Exercise objective -
Considering every line below, count those with the word "Ridgely" and give only the result.

Dataset items:
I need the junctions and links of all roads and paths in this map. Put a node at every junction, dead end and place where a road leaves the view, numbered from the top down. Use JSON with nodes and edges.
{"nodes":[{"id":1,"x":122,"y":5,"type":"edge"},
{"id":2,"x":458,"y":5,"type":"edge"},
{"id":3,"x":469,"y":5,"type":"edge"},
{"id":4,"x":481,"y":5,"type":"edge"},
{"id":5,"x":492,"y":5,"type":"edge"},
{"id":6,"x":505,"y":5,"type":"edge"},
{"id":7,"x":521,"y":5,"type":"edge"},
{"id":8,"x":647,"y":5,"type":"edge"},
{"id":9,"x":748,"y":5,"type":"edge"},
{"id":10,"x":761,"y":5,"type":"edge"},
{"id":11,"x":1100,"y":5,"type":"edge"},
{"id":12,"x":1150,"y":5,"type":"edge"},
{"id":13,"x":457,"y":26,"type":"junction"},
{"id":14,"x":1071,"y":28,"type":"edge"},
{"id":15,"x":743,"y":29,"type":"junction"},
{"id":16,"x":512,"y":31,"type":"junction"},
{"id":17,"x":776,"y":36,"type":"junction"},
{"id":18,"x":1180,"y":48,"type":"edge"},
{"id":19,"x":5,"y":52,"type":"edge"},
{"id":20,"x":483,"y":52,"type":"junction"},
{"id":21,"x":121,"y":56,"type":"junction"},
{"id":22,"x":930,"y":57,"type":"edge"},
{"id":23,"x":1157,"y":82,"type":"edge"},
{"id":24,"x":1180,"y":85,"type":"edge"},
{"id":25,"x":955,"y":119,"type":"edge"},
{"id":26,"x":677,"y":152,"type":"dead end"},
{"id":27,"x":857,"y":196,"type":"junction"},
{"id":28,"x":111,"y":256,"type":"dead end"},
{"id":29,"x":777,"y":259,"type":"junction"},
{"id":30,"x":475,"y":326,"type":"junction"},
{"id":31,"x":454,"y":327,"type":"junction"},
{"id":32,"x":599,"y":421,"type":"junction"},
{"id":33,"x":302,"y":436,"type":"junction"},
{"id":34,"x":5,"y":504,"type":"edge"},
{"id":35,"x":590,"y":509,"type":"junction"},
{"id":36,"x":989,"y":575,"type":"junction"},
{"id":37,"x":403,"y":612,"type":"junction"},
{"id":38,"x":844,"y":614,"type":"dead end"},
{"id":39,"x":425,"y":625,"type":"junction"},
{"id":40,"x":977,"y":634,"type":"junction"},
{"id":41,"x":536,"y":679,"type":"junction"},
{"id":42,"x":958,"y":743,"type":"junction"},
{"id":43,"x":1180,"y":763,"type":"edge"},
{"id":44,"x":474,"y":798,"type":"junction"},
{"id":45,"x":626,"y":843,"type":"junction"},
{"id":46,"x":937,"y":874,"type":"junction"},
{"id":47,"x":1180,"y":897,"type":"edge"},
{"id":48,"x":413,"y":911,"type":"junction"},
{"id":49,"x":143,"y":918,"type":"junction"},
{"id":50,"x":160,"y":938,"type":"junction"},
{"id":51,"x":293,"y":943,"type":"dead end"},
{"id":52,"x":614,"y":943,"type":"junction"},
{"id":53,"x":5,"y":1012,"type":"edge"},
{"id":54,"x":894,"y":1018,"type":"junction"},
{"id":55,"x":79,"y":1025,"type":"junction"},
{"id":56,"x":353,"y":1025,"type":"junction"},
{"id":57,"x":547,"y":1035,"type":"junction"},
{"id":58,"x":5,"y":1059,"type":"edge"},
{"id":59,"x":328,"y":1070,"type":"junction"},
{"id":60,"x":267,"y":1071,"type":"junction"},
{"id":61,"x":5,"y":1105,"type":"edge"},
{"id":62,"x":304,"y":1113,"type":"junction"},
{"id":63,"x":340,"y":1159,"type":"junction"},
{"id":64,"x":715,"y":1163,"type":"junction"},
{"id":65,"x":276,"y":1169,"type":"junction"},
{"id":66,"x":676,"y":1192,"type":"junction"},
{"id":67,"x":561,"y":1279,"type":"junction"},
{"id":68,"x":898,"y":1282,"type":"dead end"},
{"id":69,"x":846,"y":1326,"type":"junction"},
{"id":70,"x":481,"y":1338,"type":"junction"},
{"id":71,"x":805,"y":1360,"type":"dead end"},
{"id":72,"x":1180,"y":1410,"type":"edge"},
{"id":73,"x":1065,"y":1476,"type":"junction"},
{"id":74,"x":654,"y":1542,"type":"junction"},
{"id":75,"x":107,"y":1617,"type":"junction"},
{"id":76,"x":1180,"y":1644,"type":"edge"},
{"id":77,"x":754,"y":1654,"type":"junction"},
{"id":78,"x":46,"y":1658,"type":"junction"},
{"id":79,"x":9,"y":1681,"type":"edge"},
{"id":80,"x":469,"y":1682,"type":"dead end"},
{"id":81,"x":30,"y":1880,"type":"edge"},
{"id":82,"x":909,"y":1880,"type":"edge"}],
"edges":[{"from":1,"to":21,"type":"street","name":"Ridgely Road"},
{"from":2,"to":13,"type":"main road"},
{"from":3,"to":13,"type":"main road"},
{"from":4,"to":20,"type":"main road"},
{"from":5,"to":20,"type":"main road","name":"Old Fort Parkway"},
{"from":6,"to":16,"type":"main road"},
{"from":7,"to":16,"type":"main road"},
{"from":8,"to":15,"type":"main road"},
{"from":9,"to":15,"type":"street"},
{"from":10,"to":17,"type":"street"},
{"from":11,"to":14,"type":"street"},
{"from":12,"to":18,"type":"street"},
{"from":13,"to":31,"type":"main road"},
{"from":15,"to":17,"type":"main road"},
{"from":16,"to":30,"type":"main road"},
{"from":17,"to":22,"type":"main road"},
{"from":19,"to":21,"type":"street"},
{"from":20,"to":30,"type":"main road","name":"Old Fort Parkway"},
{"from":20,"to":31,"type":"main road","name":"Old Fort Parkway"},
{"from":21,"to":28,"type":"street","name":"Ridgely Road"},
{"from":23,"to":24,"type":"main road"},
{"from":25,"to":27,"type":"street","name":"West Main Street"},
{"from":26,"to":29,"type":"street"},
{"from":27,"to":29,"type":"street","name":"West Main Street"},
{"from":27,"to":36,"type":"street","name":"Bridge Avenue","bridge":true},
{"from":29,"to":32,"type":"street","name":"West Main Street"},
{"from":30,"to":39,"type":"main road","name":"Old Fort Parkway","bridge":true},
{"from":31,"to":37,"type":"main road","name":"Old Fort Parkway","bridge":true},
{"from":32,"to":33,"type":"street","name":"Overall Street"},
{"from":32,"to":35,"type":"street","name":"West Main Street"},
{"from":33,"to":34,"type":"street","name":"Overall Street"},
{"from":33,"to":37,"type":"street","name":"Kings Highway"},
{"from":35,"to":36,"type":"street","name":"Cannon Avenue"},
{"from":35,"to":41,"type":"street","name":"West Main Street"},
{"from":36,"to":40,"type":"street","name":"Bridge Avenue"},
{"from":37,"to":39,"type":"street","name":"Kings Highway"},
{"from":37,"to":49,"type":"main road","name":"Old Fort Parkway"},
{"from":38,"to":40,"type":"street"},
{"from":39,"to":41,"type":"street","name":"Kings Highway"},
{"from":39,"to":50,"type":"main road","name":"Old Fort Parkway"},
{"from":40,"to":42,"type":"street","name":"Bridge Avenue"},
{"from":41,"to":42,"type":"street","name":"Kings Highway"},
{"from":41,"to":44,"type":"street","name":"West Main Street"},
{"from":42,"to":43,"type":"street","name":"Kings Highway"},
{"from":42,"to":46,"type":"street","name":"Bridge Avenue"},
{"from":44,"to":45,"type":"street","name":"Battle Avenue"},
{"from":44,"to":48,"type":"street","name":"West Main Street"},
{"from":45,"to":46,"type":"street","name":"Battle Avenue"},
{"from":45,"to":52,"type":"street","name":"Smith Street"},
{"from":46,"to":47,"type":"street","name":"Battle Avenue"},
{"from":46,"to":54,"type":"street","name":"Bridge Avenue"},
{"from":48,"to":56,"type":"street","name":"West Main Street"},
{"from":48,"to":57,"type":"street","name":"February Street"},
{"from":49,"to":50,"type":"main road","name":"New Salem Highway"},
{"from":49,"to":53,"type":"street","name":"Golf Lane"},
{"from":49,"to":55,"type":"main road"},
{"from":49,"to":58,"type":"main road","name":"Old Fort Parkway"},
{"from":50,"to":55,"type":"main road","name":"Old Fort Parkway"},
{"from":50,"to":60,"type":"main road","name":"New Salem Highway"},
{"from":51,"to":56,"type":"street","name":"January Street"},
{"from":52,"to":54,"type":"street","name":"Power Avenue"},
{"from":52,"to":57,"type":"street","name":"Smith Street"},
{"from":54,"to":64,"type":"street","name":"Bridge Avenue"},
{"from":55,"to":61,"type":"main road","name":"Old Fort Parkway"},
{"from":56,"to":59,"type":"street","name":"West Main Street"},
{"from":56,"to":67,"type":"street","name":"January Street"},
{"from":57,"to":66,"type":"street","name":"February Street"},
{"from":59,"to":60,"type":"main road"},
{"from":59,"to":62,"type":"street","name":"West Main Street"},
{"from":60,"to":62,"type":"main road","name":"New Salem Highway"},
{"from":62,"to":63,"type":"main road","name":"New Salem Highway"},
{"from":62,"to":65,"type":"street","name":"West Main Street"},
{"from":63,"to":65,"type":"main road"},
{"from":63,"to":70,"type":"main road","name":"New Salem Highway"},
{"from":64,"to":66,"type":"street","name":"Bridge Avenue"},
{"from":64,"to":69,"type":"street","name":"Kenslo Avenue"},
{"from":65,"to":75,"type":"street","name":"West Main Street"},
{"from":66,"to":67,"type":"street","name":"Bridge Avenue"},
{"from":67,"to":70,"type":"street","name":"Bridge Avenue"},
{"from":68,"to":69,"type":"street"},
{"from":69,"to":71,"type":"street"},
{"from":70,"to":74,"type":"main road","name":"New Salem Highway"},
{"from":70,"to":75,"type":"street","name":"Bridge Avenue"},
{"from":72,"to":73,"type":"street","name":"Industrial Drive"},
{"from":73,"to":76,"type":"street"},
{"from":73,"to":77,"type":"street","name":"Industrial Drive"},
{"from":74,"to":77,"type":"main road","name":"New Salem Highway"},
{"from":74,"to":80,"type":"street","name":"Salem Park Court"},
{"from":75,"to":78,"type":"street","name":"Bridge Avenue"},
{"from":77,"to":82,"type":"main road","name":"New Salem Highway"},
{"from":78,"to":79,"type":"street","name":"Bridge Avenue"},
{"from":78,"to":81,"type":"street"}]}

Response to this exercise -
2